東宝版や宝塚版はそれこそ何度も見ているが、ウィーン版というのは初めてだったので、ドキが胸胸の気分で渋谷の新劇場に伺った。初めて行ったこの劇場はなんだか最新鋭な空気感で、レトロな俺はちょっとドギマギしちゃったよ、おい。めっちゃカッコイイ劇場であった。座席も広かったなあ。

内容の方は、あ~た、そりゃあ感動したよ。作家が作った原語での上演というのは….耳に入ってくる音の質感が素敵だね。ドイツ語はまったく分からないけど、メロディーとの相性がすこぶる良いのだ。作詞のクンツェさんが作曲家リーヴァイさんの音に乗るように苦心して紡ぎだした「言葉の響き」がひたすら心地良かった。強くもあり軽やかでもあり胸をしめつけるような確かな響き。もちろん字幕が出るし、ストーリーも知ってるので違和感なしでした。

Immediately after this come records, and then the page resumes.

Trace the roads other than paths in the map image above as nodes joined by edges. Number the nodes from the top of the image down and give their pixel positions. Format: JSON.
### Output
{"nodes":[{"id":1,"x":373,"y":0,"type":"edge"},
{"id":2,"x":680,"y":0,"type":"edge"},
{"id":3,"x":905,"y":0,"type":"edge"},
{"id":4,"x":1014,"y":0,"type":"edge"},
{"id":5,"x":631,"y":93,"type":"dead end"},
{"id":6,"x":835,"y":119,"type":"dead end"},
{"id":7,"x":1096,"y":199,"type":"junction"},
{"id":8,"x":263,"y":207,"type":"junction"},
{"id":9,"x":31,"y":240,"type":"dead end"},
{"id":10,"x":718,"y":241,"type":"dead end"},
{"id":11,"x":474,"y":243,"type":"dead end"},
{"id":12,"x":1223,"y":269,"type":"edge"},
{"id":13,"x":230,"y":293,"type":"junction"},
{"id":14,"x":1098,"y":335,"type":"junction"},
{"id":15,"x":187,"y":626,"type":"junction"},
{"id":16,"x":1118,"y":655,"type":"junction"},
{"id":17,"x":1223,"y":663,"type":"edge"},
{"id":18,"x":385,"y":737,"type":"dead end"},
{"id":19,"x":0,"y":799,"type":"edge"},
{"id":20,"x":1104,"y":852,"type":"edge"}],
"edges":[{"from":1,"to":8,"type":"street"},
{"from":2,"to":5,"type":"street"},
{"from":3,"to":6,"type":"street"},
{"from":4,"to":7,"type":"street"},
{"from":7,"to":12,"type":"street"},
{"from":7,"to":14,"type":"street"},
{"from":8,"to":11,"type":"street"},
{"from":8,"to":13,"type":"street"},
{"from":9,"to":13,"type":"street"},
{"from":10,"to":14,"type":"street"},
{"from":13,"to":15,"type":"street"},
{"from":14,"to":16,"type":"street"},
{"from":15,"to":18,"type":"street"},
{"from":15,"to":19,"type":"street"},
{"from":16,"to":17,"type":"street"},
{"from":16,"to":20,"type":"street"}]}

キャストの実力も、卒倒しそうなGreatの太鼓判のレヴェル。誰もが誇りを持って愛情を持って演じているのが分かり、心が熱くなった。シシィ役のマヤ・ハクフォートさんは筆舌に尽くし難い存在感。1000回もエリザベートを演じてこられたそう。す、すごいね。いやあ、マヤさんを初め誰と言わずみんなグレートだったな。みんな歌も素晴らしかったが、俺は芝居がもっと素晴らしいと思った。登場人物の苦悩や葛藤や後悔や真実が、よく分からない言語を通してとてもよく分かったのだから….。

今さら語る必要もないが、リーヴァイさんの音楽の緻密さとダイナミズムに脱帽だった。一聴して耳を捉える「あのハーモニー」が最大の魅力じゃないかな?オーケストラのアレンジと指揮者と演奏者さんの腕前も素晴らしかった。アダルトで濃密な和音感….学術的な、極めて理に適った転調の連続….クラシックとロックの絶妙な結婚….実は難しいのに覚えやすいメロディー….サイコな感情を表す不協和音の嵐…..良いとこ尽くし(笑)。

終演後には、マテ・カマラスさんに挨拶をしに楽屋へ。

年末年始のシアター・クリエ『One Heart musical festival』では同じ板の上で歌うことになるマテさん。『チェス・イン・コンサート』の時、青山劇場の廊下でツーショットを撮ったことはあるのだが、ちゃんと話をするのは今回が初めてだった。

ステージを降りたマテさんは妖艶で男臭いトートとはまったく違い、お茶目な感じで、優しそうで、腰が低く、とても礼儀が正しい青年だった。柔らかな微笑みと共に「12月…働きます…あなたと…」と言ってくれた。「アナタニモ…チェルシー…アゲタイ」のような爽やかな後味をいただいた。前からマテさんのロック魂に溢れる歌声が好きだったのだが、もう今や大ファンになっちゃった(笑)。気さくで温かい人柄に落ちました。

人柄って大事じゃない?君は歌声重視派か?人柄重視派か?お笑いセンス重視派か?どれなんだ?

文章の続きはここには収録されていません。